SECOND: The registered office of the Corporation is located at Trust Company Complex, Ajeltake Island, P.O. Box 1405, Majuro, Marshall Islands, MH 96960. The name of its registered agent at the address is the Trust Company of the Marshall Islands, Inc.
THIRD: The purpose of the Corporation is to engage in any lawful act or activity for which corporations may now or hereafter be organized under the BCA.
FOURTH: The Corporation’s existence shall terminate on February 13, 2011 (the “Termination Date”) except for the purpose of winding up the Corporation’s affairs and liquidation pursuant to section 106 of the BCA. In the event that the Corporation submits an Initial Business Combination (as defined in Article Sixth below) to its shareholders for a vote pursuant to Article Sixth, paragraph A, it shall submit this provision to its shareholders concurrently for amendment to permit the Corporation’s continued existence. This provision may only be amended in connection with, and become effective upon, the consummation of the Initial Business Combination.
FIFTH: The Corporation is authorized to issue a total of 51,000,000 shares, consisting of two classes of shares, designated “Common Stock” and “Preferred Stock.” The total number of shares of Common Stock the Corporation is authorized to issue is 50,000,000, with a par value of $0.0001 per share. The total number of shares of Preferred Stock the Corporation is authorized to issue is 1,000,000, with a par value of $0.0001 per share.
| A. | Preferred Stock. The Corporation’s board of directors (the “Board of Directors”) is expressly granted authority to issue shares of Preferred Stock, in one or more series and without shareholder approval. The Board of Directors may fix for each series it is authorized to issue such voting rights, full or limited, and such designations, powers, preferences and relative participating, optional or other special rights and any qualifications, limitations or restrictions thereof as shall be stated and expressed in the resolution or resolutions adopted by the Board of Directors providing for the issue of such series (a “Preferred Stock Designation”) and as may be permitted by the BCA. The number of authorized shares of Preferred Stock may be increased or decreased (but not below the number of shares thereof then outstanding) by the affirmative vote of the holders of a majority of the voting power of all of the then outstanding shares of the capital stock of the Corporation entitled to vote generally in the election of directors, voting together as a single class, without a separate vote of the holders of the Preferred Stock, or any series thereof, unless a vote of any such holders is required to take such action pursuant to any Preferred Stock Designation. |
| B. | Common Stock. Except as otherwise required by law or as otherwise provided in any Preferred Stock Designation, the holders of Common Stock shall possess exclusively all voting power, and each share of Common Stock shall have one vote. |
SIXTH: Paragraphs A through H below shall apply during the period commencing upon consummation of the Corporation’s initial public offering (the “IPO”) and terminating upon consummation of any Initial Business Combination, and may not be amended during the Target Business Acquisition Period (as defined below) without the affirmative vote of or consent of the holders of 95% or more of the IPO Shares (as defined below).
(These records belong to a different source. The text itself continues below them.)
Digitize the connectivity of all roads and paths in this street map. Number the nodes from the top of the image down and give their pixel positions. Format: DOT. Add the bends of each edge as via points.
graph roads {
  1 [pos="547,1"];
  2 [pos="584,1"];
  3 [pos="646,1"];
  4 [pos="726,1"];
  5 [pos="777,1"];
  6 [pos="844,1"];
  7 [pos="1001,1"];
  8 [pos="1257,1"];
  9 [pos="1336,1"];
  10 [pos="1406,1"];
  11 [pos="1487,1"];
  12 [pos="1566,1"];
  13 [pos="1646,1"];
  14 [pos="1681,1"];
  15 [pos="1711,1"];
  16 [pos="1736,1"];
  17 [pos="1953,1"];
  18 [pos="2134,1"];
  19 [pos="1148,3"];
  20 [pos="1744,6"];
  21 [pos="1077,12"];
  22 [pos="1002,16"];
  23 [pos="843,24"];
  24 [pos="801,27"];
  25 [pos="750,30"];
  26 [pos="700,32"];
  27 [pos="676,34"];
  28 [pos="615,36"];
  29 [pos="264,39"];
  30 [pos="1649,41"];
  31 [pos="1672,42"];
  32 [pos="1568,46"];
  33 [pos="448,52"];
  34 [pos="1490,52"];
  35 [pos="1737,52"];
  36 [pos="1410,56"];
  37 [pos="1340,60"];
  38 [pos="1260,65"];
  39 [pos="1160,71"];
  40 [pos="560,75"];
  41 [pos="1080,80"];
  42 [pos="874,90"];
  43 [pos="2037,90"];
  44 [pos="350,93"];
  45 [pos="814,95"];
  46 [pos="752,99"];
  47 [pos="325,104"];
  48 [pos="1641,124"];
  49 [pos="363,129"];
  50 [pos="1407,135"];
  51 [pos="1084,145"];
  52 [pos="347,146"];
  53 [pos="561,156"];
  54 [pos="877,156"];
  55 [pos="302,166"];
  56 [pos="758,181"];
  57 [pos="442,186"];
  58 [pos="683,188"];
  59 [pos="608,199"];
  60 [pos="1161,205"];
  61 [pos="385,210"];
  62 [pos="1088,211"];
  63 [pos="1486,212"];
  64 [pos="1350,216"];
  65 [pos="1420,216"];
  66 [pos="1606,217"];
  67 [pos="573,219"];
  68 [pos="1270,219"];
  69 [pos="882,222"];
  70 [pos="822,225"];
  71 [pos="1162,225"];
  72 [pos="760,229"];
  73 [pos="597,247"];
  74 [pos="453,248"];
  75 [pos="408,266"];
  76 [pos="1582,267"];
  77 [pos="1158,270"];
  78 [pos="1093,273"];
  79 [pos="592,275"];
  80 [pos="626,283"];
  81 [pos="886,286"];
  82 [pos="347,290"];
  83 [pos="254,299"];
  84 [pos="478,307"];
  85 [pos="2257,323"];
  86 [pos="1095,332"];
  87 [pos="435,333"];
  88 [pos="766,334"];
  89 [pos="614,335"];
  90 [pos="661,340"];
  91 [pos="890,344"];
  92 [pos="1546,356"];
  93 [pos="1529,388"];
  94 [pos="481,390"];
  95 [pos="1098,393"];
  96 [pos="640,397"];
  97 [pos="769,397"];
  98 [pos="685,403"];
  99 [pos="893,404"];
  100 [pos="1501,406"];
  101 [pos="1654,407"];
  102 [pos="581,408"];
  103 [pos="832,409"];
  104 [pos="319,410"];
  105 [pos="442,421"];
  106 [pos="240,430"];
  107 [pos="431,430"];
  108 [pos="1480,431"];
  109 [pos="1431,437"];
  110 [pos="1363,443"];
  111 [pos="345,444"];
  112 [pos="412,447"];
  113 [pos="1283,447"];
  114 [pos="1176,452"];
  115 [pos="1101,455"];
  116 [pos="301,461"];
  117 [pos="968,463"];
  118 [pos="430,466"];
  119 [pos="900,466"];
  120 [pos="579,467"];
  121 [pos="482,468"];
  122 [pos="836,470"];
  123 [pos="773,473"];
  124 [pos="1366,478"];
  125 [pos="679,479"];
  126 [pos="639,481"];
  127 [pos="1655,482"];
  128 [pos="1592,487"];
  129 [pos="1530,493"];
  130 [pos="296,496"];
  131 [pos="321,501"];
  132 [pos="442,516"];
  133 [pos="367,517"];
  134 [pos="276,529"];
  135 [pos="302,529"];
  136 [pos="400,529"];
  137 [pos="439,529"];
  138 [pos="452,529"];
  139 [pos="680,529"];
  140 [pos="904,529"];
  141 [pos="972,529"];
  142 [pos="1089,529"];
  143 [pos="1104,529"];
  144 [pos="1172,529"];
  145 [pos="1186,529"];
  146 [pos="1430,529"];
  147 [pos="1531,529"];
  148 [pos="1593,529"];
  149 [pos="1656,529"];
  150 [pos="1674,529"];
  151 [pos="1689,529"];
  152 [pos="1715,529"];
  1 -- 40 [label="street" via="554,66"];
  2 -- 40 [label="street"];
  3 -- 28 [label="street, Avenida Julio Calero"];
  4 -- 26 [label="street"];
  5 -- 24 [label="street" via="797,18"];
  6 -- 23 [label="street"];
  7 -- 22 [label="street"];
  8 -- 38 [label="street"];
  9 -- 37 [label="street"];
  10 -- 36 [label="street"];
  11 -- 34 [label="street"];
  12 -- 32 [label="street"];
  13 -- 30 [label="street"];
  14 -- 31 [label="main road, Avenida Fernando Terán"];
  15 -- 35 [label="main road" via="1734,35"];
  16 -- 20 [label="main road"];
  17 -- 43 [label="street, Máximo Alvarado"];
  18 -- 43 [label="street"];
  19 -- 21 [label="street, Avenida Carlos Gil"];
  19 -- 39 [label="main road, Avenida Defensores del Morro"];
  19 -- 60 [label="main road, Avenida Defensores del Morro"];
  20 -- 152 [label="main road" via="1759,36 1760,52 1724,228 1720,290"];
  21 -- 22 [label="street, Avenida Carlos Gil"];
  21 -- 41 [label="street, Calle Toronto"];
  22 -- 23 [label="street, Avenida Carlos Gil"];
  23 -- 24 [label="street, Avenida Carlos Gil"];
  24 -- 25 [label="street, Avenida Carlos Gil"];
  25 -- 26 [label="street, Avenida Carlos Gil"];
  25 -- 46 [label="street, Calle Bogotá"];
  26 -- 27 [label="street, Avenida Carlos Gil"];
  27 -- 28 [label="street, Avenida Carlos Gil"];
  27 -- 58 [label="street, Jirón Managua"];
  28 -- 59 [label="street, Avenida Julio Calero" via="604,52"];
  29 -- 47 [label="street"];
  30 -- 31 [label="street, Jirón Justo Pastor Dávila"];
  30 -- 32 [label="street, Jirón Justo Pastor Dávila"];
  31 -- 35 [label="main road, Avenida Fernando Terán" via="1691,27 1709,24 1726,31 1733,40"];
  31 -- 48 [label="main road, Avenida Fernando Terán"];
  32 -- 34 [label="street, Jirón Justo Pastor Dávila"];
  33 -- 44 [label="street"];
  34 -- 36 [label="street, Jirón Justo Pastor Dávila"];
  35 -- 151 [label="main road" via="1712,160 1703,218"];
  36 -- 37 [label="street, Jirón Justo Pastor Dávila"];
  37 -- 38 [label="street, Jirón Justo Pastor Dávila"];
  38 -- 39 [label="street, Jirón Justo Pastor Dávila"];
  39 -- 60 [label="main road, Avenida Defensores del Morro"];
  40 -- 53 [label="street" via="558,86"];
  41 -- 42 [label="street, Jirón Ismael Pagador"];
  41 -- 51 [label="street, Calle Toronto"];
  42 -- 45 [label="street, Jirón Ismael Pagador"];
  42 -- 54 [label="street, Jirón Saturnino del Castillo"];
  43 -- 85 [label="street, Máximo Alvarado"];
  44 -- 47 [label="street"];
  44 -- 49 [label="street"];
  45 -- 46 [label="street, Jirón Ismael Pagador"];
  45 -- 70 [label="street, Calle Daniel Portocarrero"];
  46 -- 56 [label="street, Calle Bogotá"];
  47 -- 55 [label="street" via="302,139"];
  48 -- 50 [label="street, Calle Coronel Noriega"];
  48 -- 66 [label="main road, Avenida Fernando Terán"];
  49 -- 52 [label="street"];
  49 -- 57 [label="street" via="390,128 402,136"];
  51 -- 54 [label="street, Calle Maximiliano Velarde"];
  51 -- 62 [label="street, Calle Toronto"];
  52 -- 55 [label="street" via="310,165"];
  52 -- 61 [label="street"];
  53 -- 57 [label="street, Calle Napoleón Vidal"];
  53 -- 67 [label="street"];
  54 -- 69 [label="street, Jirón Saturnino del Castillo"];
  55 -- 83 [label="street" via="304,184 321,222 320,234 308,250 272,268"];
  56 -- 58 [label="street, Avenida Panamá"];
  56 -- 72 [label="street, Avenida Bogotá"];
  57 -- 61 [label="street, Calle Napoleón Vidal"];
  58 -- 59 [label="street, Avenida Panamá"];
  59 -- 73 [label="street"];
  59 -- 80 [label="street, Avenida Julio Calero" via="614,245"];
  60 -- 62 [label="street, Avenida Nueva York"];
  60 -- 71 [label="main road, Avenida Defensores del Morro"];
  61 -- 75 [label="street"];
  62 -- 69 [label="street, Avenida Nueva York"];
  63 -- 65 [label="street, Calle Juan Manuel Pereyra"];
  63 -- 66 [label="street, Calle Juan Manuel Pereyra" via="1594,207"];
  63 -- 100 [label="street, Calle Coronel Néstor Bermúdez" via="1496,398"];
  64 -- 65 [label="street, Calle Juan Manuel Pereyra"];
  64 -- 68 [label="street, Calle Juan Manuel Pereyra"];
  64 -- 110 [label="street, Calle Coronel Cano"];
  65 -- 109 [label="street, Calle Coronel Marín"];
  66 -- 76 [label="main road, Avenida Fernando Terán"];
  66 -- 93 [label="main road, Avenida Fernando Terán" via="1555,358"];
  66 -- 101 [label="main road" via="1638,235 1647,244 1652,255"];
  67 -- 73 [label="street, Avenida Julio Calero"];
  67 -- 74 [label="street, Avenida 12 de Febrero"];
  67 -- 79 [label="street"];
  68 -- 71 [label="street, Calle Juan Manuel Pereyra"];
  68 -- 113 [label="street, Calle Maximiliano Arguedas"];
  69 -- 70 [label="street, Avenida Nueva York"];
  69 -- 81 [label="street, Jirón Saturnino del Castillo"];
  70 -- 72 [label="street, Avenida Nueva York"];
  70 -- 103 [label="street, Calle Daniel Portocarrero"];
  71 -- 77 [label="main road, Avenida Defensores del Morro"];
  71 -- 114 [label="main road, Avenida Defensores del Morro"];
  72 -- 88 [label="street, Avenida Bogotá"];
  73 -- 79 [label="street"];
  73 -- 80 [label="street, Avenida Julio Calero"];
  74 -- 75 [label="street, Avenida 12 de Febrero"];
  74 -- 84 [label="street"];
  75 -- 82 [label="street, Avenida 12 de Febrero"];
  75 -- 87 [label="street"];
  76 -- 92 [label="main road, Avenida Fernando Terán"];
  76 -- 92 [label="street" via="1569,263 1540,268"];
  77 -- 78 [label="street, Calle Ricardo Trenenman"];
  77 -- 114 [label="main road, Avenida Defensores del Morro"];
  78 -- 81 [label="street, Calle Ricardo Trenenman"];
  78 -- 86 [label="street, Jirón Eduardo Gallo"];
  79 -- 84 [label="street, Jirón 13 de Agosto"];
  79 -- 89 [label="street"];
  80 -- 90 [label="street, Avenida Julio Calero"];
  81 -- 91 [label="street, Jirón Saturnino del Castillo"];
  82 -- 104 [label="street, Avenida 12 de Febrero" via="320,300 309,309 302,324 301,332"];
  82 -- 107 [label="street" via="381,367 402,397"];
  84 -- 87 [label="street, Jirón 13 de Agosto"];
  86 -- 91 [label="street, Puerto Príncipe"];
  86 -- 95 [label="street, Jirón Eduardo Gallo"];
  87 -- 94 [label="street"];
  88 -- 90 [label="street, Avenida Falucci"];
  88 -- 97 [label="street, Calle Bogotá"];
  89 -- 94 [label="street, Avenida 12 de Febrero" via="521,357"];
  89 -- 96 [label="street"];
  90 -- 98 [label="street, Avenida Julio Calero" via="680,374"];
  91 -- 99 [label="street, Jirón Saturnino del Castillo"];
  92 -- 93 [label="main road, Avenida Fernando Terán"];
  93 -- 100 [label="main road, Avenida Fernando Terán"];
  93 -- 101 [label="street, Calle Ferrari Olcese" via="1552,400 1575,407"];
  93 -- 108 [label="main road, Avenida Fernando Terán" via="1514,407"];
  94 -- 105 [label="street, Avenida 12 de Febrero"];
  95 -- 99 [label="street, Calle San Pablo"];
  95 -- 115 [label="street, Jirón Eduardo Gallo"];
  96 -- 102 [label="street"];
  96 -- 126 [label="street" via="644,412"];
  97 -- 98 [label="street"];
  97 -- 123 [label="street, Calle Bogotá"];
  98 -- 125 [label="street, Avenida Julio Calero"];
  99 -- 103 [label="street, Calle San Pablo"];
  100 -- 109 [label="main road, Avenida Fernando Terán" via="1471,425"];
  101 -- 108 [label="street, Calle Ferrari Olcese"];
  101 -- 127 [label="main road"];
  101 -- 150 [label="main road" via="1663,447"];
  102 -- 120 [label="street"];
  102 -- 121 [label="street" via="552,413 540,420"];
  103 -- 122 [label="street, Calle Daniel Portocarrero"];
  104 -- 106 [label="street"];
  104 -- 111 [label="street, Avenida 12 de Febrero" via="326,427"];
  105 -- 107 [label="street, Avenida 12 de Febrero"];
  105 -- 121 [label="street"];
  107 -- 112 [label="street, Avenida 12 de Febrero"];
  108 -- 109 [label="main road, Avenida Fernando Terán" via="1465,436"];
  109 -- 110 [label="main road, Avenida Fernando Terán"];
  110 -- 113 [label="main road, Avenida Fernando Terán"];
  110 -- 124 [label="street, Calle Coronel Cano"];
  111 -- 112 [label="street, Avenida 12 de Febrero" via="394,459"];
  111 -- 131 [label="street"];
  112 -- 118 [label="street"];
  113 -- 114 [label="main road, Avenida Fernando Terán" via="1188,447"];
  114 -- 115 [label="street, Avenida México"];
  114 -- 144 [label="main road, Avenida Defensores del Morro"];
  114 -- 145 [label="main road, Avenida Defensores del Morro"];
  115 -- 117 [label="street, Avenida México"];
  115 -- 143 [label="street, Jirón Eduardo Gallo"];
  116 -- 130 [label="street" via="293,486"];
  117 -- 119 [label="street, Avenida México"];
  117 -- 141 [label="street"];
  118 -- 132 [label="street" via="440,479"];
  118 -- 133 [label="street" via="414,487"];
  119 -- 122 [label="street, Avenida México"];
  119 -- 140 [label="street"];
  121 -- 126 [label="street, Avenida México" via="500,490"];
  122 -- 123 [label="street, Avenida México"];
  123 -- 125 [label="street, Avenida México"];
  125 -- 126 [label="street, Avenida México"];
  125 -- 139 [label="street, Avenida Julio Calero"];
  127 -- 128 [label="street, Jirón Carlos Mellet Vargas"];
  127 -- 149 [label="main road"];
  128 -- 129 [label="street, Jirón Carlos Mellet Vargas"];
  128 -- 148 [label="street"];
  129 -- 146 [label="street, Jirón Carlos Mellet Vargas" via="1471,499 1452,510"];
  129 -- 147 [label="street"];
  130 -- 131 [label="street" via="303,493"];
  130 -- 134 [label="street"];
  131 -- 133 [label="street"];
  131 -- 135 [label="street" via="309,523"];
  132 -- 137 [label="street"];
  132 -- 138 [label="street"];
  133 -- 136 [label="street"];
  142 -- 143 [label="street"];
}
An “Initial Business Combination” shall mean the acquisition, or the acquisition of control, by the Corporation of one or more operating businesses having their primary operations in Asia, through a merger, stock exchange, asset acquisition, reorganization or similar business combination or contractual arrangements (the “Target Business” or “Target Businesses”) having, individually or collectively, a fair market value equal to at least 80% of the balance in the Trust Account (excluding deferred underwriting discounts and commissions) at the time of such acquisition. Any acquisition of multiple Target Businesses shall occur simultaneously. The Corporation may acquire less than 100% of the interests or assets of the Target Business but will not acquire less than a controlling interest, which would be at least 51% of the voting securities of the Target Business.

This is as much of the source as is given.